*ASSIGNMENT*
Find the lines of data that contain the string "dead", then list them.

*RECORDS FOR THE TASK*
::::::::

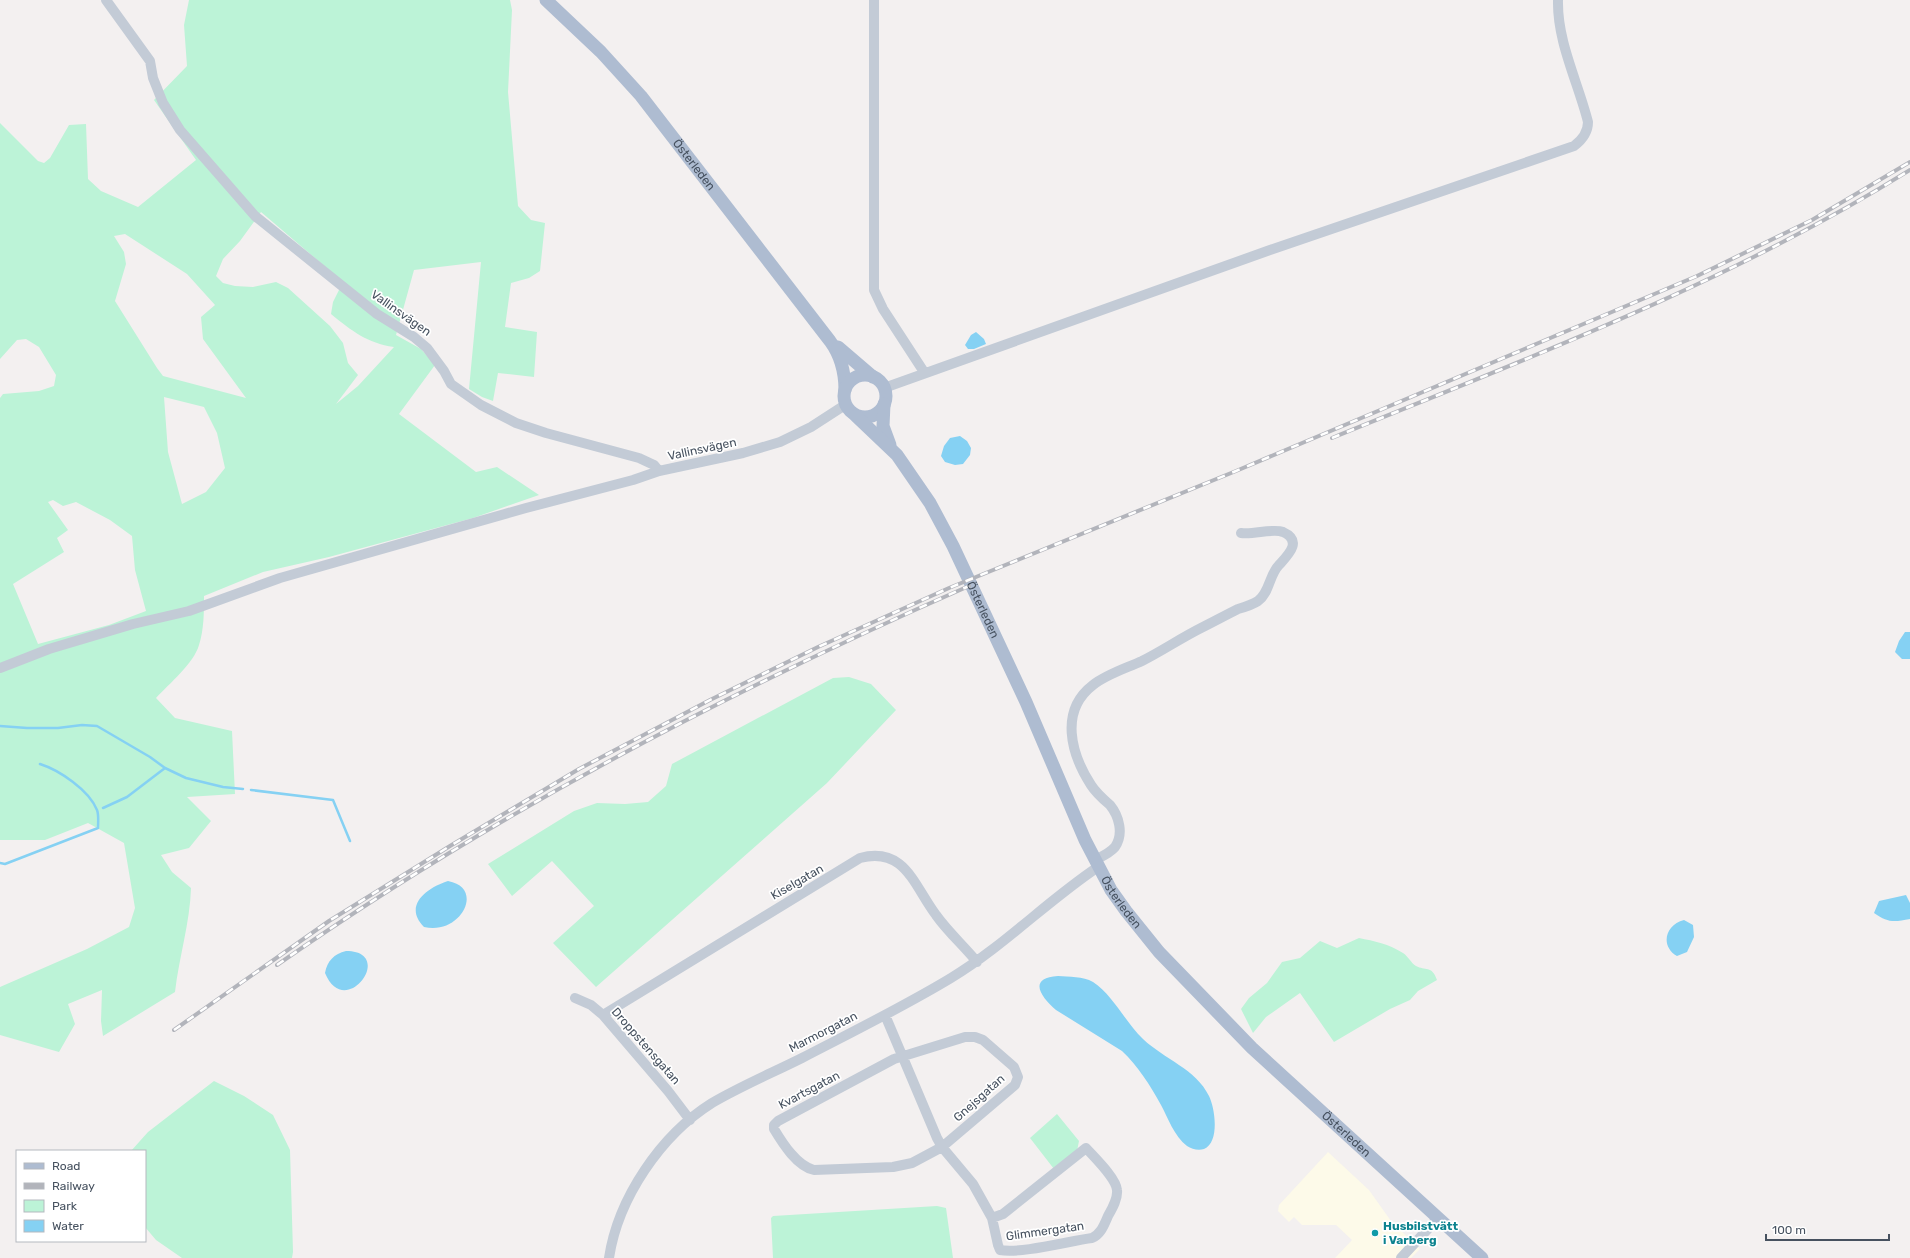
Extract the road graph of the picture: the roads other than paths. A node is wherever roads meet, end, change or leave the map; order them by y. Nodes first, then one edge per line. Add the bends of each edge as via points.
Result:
1 (106, 0) edge
2 (546, 0) edge
3 (874, 0) edge
4 (1558, 0) edge
5 (830, 341) junction
6 (924, 372) junction
7 (875, 378) junction
8 (884, 388) junction
9 (844, 390) junction
10 (884, 404) junction
11 (846, 405) junction
12 (856, 416) junction
13 (892, 450) junction
14 (659, 471) junction
15 (1241, 533) dead end
16 (0, 668) edge
17 (1097, 864) junction
18 (977, 962) junction
19 (575, 998) dead end
20 (603, 1015) junction
21 (885, 1015) junction
22 (902, 1056) junction
23 (690, 1120) junction
24 (942, 1147) junction
25 (992, 1218) junction
26 (1438, 1218) junction
27 (609, 1258) edge
28 (1401, 1258) edge
29 (1482, 1258) edge

1 - 14 street, Vallinsvägen via 150,61 153,78 163,103 180,130 227,185 255,216 278,235 377,314 427,348 451,384 481,405 516,423 639,458 654,465
2 - 5 main road, Österleden via 641,96
3 - 6 street via 874,290 882,309
4 - 6 street via 1559,23 1588,122 1585,135 1574,146 1263,252
5 - 7 main road, Österleden
5 - 9 main road, Österleden via 840,355 845,374
6 - 8 street
7 - 8 main road, Österleden
7 - 9 main road via 860,376 850,381
8 - 10 main road, Österleden
9 - 11 main road, Österleden
10 - 12 main road via 879,412 871,416
10 - 13 main road, Österleden via 884,430
11 - 12 main road, Österleden
11 - 14 street, Vallinsvägen via 811,427 780,442 743,453
12 - 13 main road, Österleden
13 - 17 main road, Österleden via 930,503 953,546
14 - 16 street via 280,578 189,611 133,624 49,649
15 - 17 street, Marmorgatan via 1279,531 1288,535 1292,543 1290,553 1277,566 1265,594 1143,661 1094,684 1085,692 1075,708 1070,729 1074,749 1091,786 1114,811 1120,830 1114,848
17 - 18 street, Marmorgatan
17 - 26 main road, Österleden via 1126,911 1159,952 1252,1048
18 - 20 street, Kiselgatan via 937,916 902,865 891,858 871,855 860,858
18 - 21 street, Marmorgatan
19 - 20 street, Droppstensgatan via 591,1005
20 - 23 street, Droppstensgatan
21 - 22 street, Glimmergatan
21 - 23 street, Marmorgatan via 732,1092
22 - 24 street, Glimmergatan
22 - 24 street, Gnejsgatan via 965,1037 975,1037 994,1048 1014,1066 1017,1073 1015,1085
22 - 24 street, Kvartsgatan via 778,1121 774,1129 798,1160 805,1167 814,1170 904,1166
23 - 27 street, Marmorgatan via 657,1153 639,1180 613,1234
24 - 25 street, Glimmergatan via 973,1184
25 - 25 street, Glimmergatan via 1003,1214 1086,1148 1111,1178 1118,1191 1104,1226 1097,1236 1092,1238 1017,1250 1000,1250
26 - 28 street
26 - 29 main road, Österleden

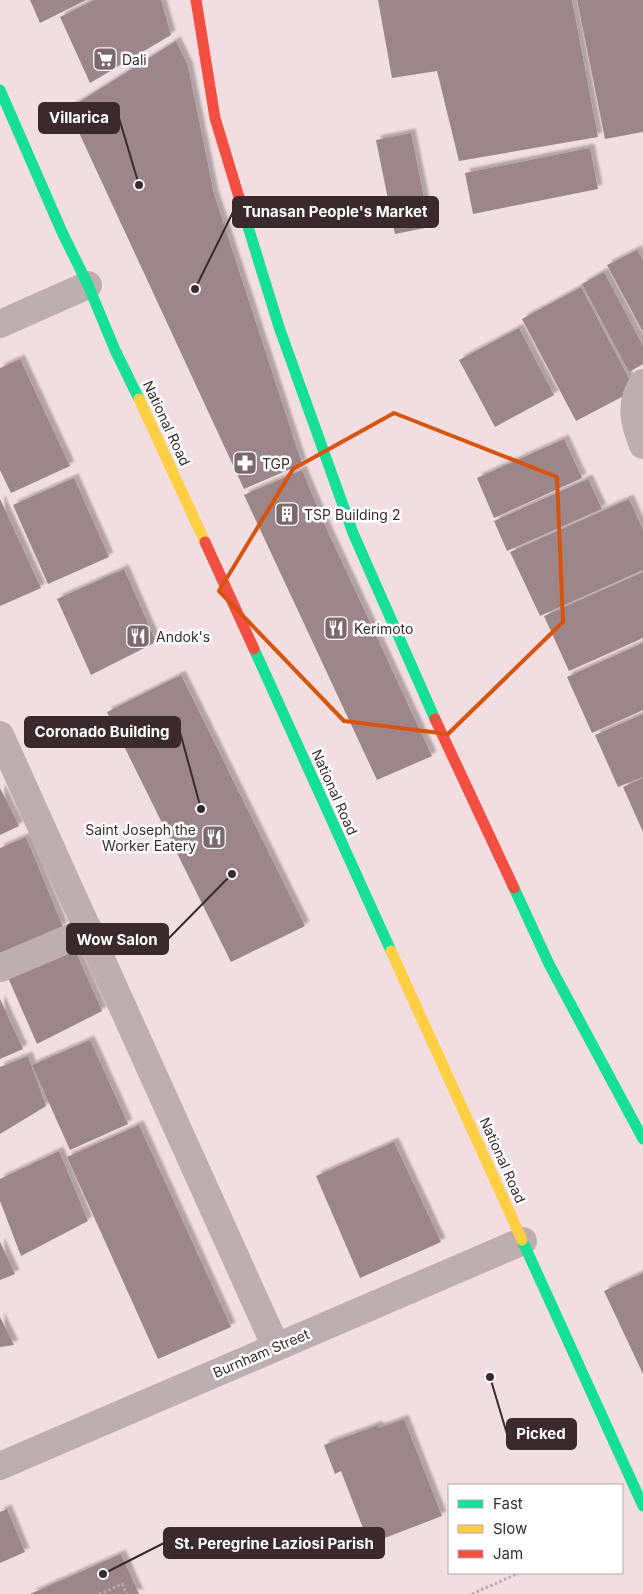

::::::::

*WRITTEN SOLUTION*
15 (1241, 533) dead end
19 (575, 998) dead end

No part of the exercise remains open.